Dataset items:
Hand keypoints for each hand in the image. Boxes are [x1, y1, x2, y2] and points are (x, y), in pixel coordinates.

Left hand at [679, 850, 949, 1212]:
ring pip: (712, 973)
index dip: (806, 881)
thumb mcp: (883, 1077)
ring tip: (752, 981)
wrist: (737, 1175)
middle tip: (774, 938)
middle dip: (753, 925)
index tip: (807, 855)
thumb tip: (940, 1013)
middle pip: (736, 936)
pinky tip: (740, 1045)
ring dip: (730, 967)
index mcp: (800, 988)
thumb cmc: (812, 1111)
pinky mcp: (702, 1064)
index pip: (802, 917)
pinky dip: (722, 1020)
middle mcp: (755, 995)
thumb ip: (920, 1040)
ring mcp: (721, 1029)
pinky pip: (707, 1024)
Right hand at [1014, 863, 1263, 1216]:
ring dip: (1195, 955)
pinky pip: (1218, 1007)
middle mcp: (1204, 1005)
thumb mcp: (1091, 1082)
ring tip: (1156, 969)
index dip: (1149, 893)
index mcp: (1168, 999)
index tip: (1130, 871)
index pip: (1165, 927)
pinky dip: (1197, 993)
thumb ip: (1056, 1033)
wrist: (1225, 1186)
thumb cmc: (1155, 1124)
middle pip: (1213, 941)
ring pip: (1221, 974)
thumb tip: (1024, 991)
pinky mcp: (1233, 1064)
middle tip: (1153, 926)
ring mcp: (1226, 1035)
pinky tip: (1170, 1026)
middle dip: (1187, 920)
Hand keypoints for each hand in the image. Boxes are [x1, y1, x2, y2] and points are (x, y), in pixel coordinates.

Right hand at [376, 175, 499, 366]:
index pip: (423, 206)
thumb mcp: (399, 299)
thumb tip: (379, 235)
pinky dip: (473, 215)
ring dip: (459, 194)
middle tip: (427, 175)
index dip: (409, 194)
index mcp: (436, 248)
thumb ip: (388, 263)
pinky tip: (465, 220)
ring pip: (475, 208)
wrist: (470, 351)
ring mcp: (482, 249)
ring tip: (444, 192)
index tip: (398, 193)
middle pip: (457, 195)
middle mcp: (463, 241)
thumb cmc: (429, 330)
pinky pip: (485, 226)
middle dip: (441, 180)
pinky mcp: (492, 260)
==
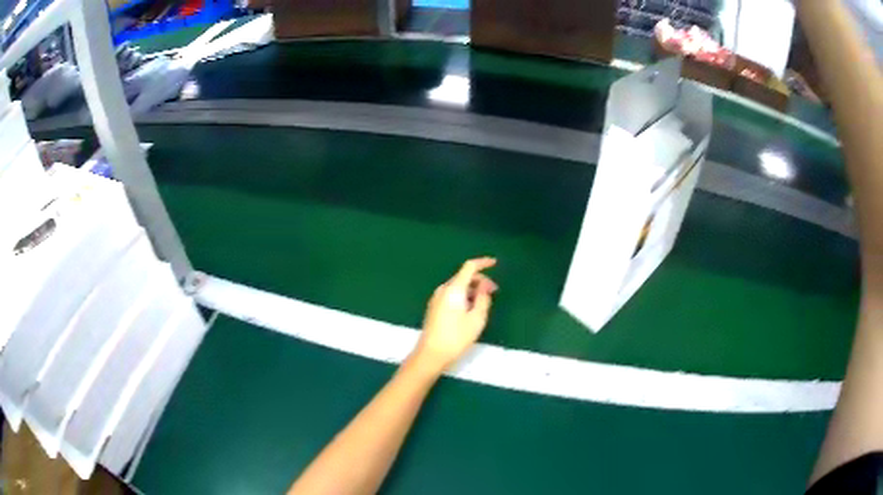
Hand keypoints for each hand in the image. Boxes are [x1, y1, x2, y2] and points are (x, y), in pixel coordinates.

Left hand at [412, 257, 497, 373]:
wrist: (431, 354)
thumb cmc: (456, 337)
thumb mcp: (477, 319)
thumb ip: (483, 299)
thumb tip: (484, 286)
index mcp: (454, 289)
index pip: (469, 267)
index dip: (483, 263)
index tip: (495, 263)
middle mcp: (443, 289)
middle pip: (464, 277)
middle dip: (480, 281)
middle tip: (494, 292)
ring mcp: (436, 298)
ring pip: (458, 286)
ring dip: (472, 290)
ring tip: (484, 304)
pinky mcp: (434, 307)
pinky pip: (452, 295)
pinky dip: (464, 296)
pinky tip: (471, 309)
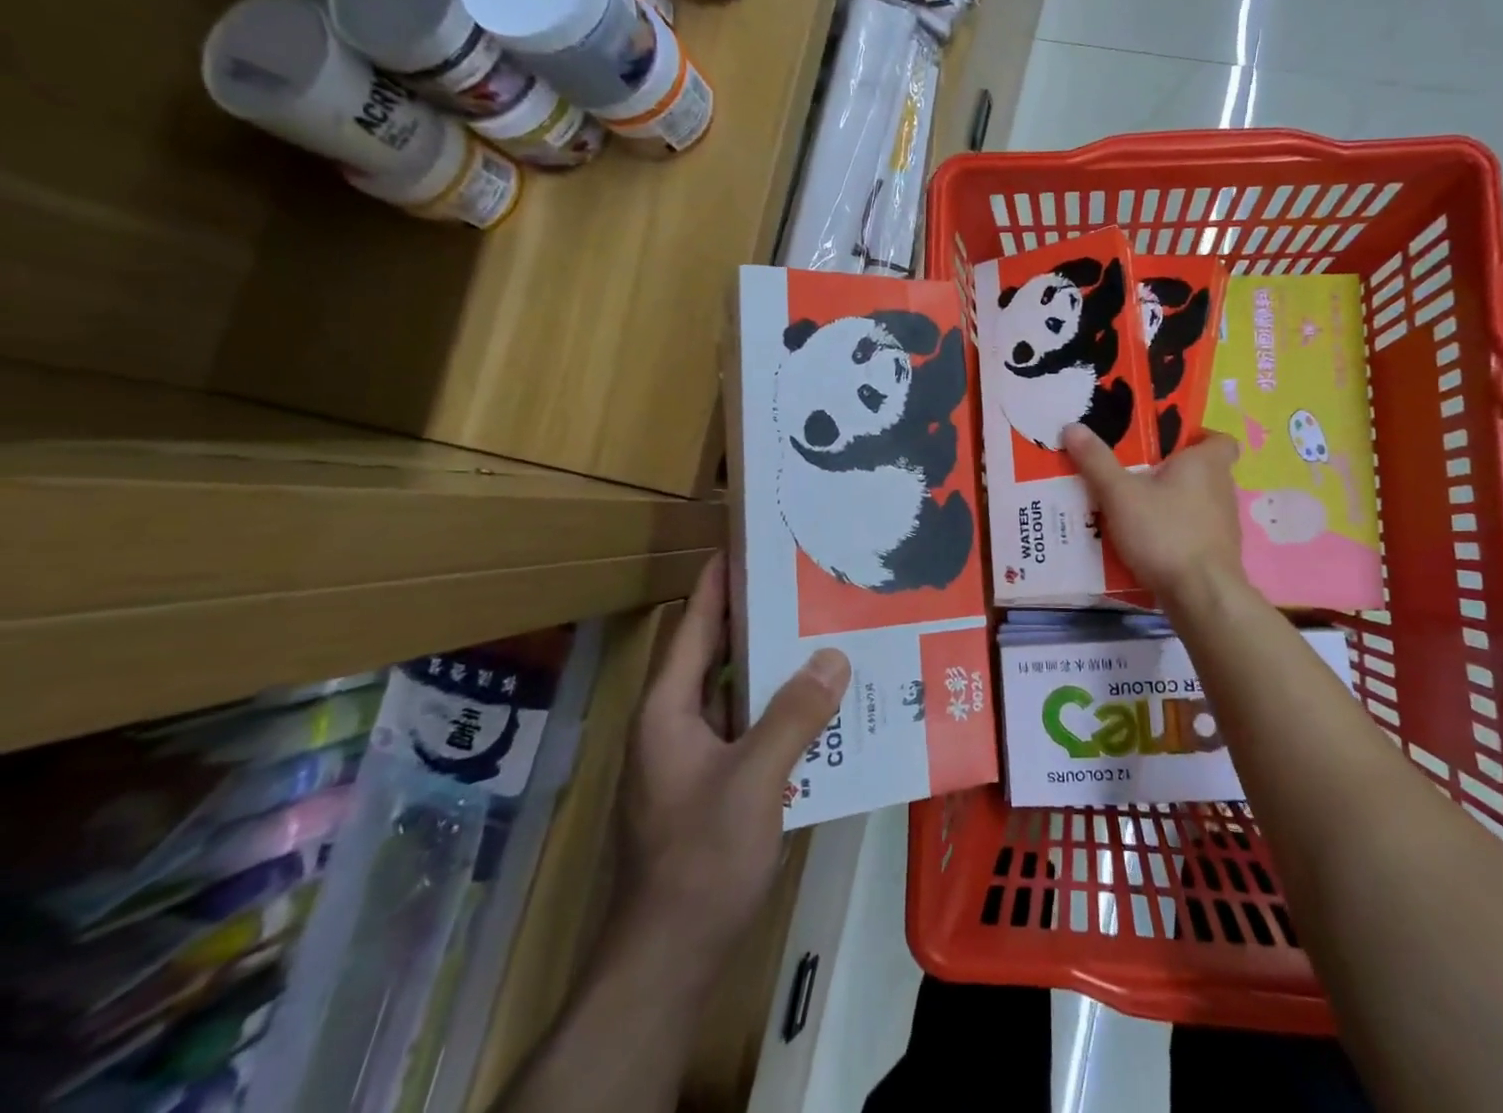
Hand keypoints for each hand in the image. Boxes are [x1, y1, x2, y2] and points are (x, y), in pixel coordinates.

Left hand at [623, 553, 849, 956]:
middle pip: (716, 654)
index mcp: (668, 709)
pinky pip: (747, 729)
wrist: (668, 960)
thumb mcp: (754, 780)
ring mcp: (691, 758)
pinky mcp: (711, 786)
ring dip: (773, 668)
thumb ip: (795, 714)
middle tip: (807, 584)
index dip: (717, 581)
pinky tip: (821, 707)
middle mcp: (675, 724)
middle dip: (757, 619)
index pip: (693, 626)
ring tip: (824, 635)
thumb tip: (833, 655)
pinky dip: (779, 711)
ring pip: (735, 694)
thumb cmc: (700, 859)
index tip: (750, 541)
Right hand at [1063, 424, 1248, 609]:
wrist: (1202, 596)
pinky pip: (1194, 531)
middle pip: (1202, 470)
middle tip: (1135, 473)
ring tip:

TASK DIRECTIONS ::
Produce only the lines from the line containing "middle pip: (457, 195)" through the line containing "pinky mcp: (492, 260)", inclusive of both, exactly as they stand in the entries above.

YOUR SOLUTION ::
middle pip: (457, 195)
middle mcp: (463, 241)
thumb cmc: (429, 330)
pinky pip: (485, 226)
middle dip: (441, 180)
pinky mcp: (492, 260)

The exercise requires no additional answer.